As noted, approximately two-thirds of the Federal Budget is comprised by Social Security, Medicare & Medicaid, payments to veterans, and interest on the debt. Cuts to these budget items will range from brutal to impossible.

Meanwhile, federal revenues have been falling due to high unemployment and lower incomes. For example, during FY2009, the U.S. government collected about $400 billion less in tax revenues than in FY2008. At 15% of GDP, the 2009 tax collections were at the lowest level of the past 50 years.

Budget shortfalls are not some new phenomena. From FY 2003-2007, the national debt increased approximately $550 billion per year on average. In relative terms, from 2003-2007 the government spent roughly $1.20 for each $1.00 it collected in taxes. This increased to $1.40 in FY2008 and $1.90 in FY2009.

George W. Bush was president during all of these fiscal years. This is not to put the blame squarely on his shoulders, but it is worth remembering that deficit spending has long been a way of life in Washington. This problem goes back 40 years. Each party has contributed to the problem. Whether it's lower taxes or higher spending, the result has been continual deficits and a burgeoning debt.

All politicians promise the citizens exactly what they love to hear; you can have all the government services you want, without paying for them.

Two concurrent wars and falling tax revenues are currently driving our annual budget deficits. Perhaps Obama can be blamed for not halting two unending and unwinnable wars. The rising national debt will eventually force the US to offer higher interest rates to buyers of that debt.

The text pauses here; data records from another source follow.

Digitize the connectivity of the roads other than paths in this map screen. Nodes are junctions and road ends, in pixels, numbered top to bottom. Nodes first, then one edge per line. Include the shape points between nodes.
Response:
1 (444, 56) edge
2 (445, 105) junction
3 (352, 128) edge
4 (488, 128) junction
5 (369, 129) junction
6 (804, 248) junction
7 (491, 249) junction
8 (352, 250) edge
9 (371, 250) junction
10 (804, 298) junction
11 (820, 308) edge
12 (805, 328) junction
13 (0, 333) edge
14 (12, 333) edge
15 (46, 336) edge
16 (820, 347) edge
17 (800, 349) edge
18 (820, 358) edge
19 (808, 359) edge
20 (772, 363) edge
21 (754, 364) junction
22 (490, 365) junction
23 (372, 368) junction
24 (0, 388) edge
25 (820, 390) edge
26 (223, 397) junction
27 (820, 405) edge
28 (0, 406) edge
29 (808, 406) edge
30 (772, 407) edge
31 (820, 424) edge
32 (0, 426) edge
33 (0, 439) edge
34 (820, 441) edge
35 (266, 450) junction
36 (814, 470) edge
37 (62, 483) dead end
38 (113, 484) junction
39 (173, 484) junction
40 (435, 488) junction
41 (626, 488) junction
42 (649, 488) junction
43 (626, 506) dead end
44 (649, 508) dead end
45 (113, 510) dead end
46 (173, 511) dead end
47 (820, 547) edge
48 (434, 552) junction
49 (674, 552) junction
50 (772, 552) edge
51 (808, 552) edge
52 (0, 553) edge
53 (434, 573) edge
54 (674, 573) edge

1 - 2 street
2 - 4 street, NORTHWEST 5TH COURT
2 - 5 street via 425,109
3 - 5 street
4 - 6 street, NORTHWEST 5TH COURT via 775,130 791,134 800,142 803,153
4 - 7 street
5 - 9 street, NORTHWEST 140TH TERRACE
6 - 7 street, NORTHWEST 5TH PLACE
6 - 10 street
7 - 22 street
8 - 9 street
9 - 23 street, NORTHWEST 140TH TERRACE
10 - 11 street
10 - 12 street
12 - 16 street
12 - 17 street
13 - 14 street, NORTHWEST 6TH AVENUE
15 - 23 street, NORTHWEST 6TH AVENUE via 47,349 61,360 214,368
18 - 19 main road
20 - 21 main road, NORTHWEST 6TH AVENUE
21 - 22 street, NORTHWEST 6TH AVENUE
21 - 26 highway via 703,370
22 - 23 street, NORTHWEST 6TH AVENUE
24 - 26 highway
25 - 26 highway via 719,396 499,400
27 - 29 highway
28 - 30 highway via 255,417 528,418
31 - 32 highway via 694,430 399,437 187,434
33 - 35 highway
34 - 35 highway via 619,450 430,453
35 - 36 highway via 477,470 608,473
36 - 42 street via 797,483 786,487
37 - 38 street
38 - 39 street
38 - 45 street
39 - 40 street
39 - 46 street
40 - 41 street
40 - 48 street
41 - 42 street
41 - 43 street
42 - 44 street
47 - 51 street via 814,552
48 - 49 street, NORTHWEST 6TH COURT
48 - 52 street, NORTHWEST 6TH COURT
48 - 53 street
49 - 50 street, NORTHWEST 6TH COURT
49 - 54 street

Paying higher interest rates will slow economic growth. And aside from the higher costs to service the debt, the government fears slower growth because it would make the debt-to-GDP ratio even worse.

Much of the anger towards President Obama centers around the stimulus program enacted shortly after he entered the White House. How the money was spent is certainly up for debate, but since it was government spending, there was surely graft and waste.

While the stimulus was widely described as a $787 billion spending bill, $300 billion of that was directed toward tax cuts for 95% of Americans. So it was, in actuality, a $487 billion spending bill. One thing almost all economists recognize is that as bad as this recession has been, without all of that government stimulus upholding the economy and stepping in for reluctant consumers, things would have been even worse.

But while all that deficit spending lessened the problems associated with a stagnant or shrinking economy, it created an even worse debt problem. And the associated tax cuts also reduced Treasury revenues and added to the deficit.

The government was able to undertake its massive Keynesian spending practices (aka, stimulus, or deficit spending) during the Great Depression because it didn't enter that period with the massive debt levels it has today. That is now our Achilles Heel.

The U.S. was already running massive deficits even before tax receipts plummeted, which is making matters worse. As a result of consumer retrenchment (due to unemployment and the housing collapse), government spending is the only thing presently under-girding the economy, even as it increases the deficit.

However, if the government reduces spending, that will have a negative effect on GDP. In past recoveries the growth of the private sector has overcome that negative effect. But the private sector isn't truly recovering, and it cannot recover unless consumers recover. It's all a big, vicious cycle.

The deficit certainly needs to be cut. But cutting the deficit too fast could also throw the country into an even deeper recession. Deficit reduction will also reduce GDP. That means the government collects less taxes, which makes the deficits worse, which means it has to make more cuts than planned, which means lower tax receipts, and so on and so on.

The important thing is for Americans to fully understand the problem, and to not blame the president or any one particular party. They are all to blame. Our "leadership" hasn't led. Our politicians have been shortsighted, reckless, dishonest, and irresponsible. Both parties have failed us.

As I said, we've entered a big, vicious cycle. And life is going to become even more painful for most Americans.

In short, it's going to get ugly. Count on it.